The Fair Work Commission (FWC) has handed down its decision in Construction, Forestry, Maritime, Mining and Energy Union & Ors v BHP Coal Pty Ltd T/A BHP Billiton Mitsubishi Alliance/BMA & Ors  FWC 81 finding that a vaccine mandate (imposed as a site access requirement) to employees at BHP’s Queensland coal mines was (a) a lawful and reasonable direction and (b) not in breach of privacy law as regards the collection of certain sensitive information which BHP argued was necessary to implement that direction. It’s this last element (ie privacy compliance) that this article will focus on.
While we have previously seen what factors the FWC generally considers to find a vaccination mandate a lawful and reasonable direction, the ‘value add’ of this decision is in relation to the FWC’s analysis of and guidance on the privacy law requirements as regards the collection of sensitive information. In particular, as regards the collecting of specific sensitive (i.e. health) information for the effective implementing of the site access requirement/vaccination mandate. In this case, the parties were not actually arguing about the lawfulness of a vaccination mandate per se but were mostly focused on the lawfulness of the collection of the relevant sensitive information by BHP to ‘implement’ the site access requirement/vaccine mandate (SAR).

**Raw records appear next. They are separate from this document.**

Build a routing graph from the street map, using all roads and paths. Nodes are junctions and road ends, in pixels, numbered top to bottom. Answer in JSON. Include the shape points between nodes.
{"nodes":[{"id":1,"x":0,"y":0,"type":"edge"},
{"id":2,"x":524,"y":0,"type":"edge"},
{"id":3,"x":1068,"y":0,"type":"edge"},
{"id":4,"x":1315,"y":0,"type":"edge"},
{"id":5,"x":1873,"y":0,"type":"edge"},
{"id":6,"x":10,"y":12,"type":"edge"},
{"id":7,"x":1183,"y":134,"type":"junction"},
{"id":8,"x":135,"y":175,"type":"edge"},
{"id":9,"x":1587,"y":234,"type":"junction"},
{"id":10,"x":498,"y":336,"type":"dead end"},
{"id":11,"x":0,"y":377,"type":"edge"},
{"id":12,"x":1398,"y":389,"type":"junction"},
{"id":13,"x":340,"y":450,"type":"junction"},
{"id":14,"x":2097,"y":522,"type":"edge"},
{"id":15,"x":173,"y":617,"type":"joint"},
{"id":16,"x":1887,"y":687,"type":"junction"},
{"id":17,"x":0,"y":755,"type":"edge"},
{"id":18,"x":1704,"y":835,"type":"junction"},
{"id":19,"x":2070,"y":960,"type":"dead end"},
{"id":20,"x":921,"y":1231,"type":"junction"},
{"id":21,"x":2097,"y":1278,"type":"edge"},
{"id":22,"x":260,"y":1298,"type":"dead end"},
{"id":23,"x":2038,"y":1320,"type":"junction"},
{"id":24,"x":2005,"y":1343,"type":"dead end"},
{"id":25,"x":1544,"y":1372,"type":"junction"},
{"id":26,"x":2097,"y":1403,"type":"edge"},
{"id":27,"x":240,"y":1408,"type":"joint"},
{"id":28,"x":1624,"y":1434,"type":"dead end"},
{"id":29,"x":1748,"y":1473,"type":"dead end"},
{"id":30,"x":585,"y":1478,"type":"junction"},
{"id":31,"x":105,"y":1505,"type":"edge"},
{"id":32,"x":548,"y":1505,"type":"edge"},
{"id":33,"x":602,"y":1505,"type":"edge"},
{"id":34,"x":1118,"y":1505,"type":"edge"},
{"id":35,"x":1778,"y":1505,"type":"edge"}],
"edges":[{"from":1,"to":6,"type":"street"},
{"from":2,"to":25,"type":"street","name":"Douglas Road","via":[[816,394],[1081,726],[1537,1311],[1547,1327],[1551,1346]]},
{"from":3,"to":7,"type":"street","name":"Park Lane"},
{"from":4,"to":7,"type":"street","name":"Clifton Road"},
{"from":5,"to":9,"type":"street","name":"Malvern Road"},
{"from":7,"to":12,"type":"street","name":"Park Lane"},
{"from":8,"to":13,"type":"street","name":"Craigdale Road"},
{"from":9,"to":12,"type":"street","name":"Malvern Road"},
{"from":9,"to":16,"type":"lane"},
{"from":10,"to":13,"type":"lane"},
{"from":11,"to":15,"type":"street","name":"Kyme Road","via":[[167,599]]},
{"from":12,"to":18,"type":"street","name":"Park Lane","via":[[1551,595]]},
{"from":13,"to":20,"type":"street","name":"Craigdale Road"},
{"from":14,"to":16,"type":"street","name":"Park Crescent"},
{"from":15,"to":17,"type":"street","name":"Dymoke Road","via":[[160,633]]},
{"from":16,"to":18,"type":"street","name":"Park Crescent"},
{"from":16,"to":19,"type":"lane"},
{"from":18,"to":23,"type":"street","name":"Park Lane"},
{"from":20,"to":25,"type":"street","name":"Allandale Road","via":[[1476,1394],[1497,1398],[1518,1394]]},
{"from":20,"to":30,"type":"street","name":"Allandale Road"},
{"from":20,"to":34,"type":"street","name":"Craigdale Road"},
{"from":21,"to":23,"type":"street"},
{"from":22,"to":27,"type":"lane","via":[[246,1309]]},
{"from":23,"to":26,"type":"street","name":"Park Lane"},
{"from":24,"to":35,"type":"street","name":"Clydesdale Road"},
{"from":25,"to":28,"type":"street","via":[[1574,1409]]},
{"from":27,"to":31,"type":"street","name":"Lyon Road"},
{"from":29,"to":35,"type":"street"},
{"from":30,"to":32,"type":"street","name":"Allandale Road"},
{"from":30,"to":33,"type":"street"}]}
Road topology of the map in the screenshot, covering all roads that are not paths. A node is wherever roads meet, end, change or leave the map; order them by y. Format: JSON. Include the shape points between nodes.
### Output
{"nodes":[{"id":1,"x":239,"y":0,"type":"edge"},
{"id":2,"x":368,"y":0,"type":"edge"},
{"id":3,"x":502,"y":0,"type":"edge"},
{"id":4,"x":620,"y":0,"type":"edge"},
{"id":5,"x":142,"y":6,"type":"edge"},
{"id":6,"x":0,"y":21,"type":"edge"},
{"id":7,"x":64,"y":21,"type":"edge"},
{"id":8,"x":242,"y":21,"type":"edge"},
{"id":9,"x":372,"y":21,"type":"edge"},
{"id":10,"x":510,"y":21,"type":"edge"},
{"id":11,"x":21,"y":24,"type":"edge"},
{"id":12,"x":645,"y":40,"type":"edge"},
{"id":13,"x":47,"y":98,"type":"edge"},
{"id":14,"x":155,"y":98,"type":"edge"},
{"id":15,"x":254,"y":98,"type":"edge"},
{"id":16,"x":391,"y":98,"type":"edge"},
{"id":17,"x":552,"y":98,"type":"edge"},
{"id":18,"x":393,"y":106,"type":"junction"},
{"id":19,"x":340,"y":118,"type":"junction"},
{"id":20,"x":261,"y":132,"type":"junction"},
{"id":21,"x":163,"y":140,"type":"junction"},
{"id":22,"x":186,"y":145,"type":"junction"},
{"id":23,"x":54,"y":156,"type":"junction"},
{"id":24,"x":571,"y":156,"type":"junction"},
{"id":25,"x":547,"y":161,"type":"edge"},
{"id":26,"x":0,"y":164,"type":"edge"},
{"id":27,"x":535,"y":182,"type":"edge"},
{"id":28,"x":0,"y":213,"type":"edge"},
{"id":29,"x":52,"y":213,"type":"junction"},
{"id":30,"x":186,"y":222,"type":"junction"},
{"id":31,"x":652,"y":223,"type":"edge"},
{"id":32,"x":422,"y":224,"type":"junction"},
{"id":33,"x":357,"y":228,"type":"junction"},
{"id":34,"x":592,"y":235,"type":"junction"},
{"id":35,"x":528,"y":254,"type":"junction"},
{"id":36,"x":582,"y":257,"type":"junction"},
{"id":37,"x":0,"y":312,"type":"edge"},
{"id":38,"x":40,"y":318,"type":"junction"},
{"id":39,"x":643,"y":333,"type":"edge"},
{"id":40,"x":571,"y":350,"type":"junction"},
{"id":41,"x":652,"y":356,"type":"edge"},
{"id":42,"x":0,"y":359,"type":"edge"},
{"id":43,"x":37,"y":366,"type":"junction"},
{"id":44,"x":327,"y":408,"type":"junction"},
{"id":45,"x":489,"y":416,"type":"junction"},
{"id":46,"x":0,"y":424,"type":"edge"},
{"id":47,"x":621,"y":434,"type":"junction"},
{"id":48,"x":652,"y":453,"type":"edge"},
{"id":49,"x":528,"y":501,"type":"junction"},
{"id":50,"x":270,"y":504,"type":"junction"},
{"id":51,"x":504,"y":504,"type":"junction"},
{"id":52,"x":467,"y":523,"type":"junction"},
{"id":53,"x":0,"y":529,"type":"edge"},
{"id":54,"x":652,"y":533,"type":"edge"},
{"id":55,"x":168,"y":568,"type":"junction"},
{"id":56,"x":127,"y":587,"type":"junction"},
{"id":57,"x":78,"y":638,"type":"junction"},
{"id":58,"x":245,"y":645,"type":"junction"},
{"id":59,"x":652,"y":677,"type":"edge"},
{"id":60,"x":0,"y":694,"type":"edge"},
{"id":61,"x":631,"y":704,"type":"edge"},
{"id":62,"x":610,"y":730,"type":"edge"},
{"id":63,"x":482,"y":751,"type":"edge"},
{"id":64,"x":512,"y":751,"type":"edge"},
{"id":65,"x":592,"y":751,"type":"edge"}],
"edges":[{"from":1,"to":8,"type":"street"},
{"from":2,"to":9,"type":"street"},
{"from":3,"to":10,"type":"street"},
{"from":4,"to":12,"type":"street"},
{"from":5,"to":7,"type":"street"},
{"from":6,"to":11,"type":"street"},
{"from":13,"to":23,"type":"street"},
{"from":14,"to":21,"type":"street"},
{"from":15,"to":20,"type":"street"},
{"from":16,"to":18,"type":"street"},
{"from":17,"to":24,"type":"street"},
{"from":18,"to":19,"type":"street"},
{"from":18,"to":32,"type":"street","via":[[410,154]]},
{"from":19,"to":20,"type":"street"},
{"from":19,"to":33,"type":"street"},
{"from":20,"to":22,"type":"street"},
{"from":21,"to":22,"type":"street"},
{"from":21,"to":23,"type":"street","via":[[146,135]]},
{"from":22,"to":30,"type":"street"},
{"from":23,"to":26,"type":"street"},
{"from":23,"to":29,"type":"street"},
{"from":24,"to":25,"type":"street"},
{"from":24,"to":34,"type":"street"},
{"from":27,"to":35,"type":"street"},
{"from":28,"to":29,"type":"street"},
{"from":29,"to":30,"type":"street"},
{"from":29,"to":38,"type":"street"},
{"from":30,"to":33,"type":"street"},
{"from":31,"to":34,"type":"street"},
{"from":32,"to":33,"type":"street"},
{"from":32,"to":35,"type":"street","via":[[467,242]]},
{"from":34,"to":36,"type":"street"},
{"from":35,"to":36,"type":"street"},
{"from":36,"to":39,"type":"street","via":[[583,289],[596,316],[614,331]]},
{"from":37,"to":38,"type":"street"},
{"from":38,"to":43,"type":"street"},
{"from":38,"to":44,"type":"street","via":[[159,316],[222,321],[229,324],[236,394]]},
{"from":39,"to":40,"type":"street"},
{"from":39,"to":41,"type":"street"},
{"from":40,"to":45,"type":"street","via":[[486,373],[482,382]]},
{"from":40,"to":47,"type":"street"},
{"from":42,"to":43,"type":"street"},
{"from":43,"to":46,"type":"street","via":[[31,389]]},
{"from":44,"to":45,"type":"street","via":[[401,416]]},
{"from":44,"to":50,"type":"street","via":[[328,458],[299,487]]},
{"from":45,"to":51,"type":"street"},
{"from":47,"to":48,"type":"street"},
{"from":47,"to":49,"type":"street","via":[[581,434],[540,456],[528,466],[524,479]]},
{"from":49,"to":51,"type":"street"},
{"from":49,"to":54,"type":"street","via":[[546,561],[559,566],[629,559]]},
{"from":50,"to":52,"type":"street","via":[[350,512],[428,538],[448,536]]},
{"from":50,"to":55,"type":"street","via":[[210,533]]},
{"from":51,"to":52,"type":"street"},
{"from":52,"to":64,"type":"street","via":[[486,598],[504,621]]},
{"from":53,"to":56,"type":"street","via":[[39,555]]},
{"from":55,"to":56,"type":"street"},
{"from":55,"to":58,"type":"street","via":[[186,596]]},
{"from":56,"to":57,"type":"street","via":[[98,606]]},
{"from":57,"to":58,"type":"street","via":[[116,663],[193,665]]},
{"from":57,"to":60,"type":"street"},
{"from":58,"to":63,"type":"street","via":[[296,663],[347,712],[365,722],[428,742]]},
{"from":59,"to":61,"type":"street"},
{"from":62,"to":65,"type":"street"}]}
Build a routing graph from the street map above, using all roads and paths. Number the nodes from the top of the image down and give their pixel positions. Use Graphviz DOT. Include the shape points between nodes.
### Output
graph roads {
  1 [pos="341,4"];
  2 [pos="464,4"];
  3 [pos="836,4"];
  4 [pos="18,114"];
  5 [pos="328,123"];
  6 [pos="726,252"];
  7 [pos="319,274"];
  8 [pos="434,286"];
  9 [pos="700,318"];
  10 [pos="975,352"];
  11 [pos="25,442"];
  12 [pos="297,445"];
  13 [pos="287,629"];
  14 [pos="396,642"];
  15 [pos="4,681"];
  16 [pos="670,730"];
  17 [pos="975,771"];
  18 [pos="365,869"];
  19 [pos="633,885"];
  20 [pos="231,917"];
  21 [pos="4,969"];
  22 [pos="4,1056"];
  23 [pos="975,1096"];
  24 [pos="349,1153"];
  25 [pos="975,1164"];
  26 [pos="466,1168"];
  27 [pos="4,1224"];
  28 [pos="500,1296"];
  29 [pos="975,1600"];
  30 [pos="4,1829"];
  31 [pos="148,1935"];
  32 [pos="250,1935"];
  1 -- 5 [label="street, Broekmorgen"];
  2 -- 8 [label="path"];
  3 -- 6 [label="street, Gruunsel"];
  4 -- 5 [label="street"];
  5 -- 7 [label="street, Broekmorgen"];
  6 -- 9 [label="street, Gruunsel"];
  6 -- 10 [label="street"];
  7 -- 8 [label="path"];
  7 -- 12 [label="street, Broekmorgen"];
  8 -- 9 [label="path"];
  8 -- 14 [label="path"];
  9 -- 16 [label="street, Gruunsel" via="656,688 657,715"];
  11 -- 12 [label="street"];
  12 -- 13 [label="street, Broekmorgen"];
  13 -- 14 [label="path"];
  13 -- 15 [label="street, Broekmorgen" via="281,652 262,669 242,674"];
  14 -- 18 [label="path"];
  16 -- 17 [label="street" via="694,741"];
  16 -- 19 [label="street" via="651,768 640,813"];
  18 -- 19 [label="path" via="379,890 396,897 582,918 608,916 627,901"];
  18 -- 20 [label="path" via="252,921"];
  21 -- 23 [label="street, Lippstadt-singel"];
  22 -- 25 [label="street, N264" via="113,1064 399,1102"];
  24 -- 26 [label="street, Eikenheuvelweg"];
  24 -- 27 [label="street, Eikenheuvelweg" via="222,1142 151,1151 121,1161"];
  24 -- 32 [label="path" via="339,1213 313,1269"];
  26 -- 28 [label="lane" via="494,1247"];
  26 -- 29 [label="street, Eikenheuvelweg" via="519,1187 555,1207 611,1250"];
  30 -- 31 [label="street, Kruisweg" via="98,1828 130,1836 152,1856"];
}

BHP manages 14 sites in Queensland including 12 coal mines. Many of its employees are fly‑in‑fly‑out coal mine workers who typically reside in camp style accommodation on site sharing messes and frequently using the facilities in the surrounding regional communities such as sporting facilities, retail outlets, clubs and pubs.
On 7 October 2021 the employees at BHP’s Queensland coal mines were informed of the introduction of the SAR which would be a condition of entry to the Queensland sites. This SAR required employees to (a) be fully vaccinated against COVID-19 by 31 January 2022 and (b) provide specified evidence of their vaccination status (i.e. their sensitive/health information) including, the type of vaccinations and the date they were received (VSI). It was this condition, the collection of the VSI, that was the main focus of the privacy related submissions.
The CFMMEU, CEPU and AMWU (Unions) sought a determination from the FWC as to whether the SAR was a lawful and reasonable direction having regard to (a) collection of the VSI under the Privacy Act 1988 (Cth) (Privacy Act) and (b) the right to bodily integrity. As regards the Privacy Act issue, in summary it was whether BHP was, under the Privacy Act, justified and entitled to collect the type and extent of sensitive information it specified (i.e. the VSI) in the manner it specified that such collection was to take place.
The Unions submitted that the collection of the VSI was not reasonably necessary for the implementation of the SAR and was thus in breach of the Privacy Act (i.e. it was an unreasonable invasion of the privacy of employees). That is, the Unions submitted that by collecting the VSI BHP was not complying with its legal obligations under the Privacy Act in respect of the collection of sensitive information.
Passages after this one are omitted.